**Data entries:**

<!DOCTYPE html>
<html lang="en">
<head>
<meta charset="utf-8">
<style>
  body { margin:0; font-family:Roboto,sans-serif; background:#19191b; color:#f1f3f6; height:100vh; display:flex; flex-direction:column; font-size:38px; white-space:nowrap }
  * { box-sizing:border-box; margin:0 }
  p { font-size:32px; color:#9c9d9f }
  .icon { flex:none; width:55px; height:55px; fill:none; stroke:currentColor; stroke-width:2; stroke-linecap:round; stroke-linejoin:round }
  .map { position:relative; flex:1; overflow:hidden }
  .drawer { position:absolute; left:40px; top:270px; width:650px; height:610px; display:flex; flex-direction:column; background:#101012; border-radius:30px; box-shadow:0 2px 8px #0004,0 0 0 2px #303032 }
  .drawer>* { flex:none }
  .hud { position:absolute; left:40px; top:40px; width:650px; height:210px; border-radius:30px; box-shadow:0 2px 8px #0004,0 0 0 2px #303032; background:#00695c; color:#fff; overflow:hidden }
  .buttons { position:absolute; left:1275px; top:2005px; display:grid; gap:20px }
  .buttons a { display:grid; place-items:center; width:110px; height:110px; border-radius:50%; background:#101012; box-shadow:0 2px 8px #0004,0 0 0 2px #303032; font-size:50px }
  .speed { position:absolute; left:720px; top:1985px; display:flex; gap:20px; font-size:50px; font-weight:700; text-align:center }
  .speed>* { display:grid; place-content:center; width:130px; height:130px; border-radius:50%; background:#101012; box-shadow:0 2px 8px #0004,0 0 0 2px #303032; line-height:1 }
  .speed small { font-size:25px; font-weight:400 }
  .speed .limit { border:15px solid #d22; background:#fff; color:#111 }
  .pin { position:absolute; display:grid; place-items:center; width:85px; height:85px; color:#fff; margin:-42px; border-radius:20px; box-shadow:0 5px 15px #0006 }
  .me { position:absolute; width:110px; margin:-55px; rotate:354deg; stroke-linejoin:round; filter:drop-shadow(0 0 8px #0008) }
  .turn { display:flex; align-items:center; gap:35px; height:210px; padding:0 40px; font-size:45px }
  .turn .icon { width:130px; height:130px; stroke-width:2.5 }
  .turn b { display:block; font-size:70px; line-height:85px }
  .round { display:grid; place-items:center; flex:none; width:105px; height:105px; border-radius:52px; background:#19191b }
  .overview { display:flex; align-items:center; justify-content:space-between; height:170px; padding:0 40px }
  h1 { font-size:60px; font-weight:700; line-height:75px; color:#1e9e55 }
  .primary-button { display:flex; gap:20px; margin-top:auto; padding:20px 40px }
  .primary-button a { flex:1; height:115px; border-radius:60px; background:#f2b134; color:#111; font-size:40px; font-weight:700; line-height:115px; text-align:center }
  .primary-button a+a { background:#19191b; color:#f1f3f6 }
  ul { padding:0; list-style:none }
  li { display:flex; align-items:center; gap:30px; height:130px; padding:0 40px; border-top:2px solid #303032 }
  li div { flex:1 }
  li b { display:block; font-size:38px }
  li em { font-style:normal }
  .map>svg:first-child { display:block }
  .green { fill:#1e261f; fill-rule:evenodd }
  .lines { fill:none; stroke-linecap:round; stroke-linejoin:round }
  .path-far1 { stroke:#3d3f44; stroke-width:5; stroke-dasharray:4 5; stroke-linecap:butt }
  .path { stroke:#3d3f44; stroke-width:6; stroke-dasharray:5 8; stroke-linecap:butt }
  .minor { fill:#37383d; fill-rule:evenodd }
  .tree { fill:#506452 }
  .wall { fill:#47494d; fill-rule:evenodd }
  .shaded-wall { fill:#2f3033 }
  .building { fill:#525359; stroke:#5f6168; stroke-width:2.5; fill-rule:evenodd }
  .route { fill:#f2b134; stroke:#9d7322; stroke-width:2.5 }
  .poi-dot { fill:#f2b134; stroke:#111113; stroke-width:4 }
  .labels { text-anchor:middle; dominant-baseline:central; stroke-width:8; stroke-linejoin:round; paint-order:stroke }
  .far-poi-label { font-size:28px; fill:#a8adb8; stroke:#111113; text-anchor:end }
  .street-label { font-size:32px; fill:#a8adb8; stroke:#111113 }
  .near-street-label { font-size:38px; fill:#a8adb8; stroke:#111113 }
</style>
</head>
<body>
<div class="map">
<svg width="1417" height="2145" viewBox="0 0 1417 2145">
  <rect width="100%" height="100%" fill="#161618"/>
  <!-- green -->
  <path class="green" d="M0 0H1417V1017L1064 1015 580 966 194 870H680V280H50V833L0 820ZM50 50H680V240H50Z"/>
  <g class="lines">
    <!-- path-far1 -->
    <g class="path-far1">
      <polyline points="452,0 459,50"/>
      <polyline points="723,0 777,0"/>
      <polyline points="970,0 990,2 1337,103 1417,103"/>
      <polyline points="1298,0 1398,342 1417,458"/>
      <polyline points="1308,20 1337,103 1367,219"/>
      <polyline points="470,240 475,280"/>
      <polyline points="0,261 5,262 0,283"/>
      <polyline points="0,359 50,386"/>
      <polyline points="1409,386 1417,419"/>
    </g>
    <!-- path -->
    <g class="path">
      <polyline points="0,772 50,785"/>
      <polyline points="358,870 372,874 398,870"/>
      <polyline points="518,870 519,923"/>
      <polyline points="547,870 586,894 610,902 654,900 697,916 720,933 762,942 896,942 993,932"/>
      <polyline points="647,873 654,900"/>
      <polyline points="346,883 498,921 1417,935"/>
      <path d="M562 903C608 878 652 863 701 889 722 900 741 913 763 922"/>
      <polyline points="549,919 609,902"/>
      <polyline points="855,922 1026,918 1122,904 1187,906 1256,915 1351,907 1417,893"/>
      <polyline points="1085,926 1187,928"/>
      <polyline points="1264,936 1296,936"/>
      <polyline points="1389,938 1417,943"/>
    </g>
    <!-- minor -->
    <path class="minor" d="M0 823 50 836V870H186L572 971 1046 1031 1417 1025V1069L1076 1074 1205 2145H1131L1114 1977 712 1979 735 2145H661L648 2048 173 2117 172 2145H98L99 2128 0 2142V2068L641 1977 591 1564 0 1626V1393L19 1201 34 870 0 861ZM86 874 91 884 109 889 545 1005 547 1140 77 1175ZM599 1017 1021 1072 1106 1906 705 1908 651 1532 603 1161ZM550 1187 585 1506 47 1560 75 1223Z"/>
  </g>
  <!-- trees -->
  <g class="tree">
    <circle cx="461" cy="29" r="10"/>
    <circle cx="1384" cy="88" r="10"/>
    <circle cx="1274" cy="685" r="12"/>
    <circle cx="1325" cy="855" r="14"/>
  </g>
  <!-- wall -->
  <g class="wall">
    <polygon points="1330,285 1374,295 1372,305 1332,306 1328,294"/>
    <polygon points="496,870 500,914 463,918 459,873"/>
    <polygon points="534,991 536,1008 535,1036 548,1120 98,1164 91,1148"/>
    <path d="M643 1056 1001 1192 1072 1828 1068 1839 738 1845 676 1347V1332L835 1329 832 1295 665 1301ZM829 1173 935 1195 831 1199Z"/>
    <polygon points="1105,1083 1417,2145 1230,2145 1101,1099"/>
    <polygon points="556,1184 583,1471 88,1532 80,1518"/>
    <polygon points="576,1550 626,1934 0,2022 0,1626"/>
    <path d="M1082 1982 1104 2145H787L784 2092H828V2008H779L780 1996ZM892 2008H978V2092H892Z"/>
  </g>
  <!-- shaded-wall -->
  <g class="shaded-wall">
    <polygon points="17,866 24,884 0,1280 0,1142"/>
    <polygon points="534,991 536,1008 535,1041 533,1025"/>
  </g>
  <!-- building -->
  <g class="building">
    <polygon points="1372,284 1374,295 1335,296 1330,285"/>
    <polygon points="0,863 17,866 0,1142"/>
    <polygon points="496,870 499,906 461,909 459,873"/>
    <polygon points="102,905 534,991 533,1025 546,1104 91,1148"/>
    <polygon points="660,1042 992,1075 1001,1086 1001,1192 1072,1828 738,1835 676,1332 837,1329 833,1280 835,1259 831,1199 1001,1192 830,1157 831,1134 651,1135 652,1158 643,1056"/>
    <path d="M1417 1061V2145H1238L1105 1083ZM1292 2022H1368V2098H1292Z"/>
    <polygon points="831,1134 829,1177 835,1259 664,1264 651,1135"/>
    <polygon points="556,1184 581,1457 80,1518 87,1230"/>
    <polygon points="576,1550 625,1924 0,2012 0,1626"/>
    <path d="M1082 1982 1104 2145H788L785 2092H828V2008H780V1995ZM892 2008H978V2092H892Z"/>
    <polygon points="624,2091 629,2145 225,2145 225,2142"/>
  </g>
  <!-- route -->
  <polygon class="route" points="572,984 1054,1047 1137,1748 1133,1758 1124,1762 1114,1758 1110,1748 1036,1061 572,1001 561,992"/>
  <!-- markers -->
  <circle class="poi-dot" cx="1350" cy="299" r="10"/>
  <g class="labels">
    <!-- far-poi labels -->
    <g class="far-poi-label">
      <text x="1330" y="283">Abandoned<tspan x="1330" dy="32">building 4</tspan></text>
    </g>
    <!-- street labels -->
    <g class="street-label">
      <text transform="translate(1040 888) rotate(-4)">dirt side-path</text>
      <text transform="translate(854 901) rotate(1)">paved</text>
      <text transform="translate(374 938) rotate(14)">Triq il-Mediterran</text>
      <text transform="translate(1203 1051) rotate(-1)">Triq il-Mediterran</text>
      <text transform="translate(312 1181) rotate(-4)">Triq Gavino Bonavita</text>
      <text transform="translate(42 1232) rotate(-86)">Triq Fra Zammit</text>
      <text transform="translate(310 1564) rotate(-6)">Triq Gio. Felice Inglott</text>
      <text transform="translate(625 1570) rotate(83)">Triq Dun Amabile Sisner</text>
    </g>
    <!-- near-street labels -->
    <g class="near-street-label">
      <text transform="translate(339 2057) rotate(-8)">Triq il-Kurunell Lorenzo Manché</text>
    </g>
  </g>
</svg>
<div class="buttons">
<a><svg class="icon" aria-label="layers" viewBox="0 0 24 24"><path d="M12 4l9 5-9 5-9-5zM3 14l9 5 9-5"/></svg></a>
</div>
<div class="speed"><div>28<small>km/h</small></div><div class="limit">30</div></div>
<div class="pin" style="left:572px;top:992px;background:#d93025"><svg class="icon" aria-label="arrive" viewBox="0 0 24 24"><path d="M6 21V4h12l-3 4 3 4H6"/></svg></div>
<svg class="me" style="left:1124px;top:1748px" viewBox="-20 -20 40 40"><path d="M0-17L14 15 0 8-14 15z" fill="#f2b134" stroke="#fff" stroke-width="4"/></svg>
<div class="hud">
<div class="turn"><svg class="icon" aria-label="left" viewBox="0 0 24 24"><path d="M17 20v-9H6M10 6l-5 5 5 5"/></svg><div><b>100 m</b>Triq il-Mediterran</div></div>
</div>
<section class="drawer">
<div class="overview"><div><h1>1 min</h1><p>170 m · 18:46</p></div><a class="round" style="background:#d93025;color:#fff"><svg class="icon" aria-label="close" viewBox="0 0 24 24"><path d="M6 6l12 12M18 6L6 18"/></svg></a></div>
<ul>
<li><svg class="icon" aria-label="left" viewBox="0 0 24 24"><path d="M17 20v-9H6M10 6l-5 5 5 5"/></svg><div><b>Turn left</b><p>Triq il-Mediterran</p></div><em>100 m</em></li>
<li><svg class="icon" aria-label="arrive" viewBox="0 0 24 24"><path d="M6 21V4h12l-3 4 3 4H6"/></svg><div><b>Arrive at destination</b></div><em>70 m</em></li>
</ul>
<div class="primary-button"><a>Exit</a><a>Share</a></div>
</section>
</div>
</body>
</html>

**Instructions to follow:** Read the entries above, then pull out the lines that include "solid".

**Finished task:**
  .speed .limit { border:15px solid #d22; background:#fff; color:#111 }
  li { display:flex; align-items:center; gap:30px; height:130px; padding:0 40px; border-top:2px solid #303032 }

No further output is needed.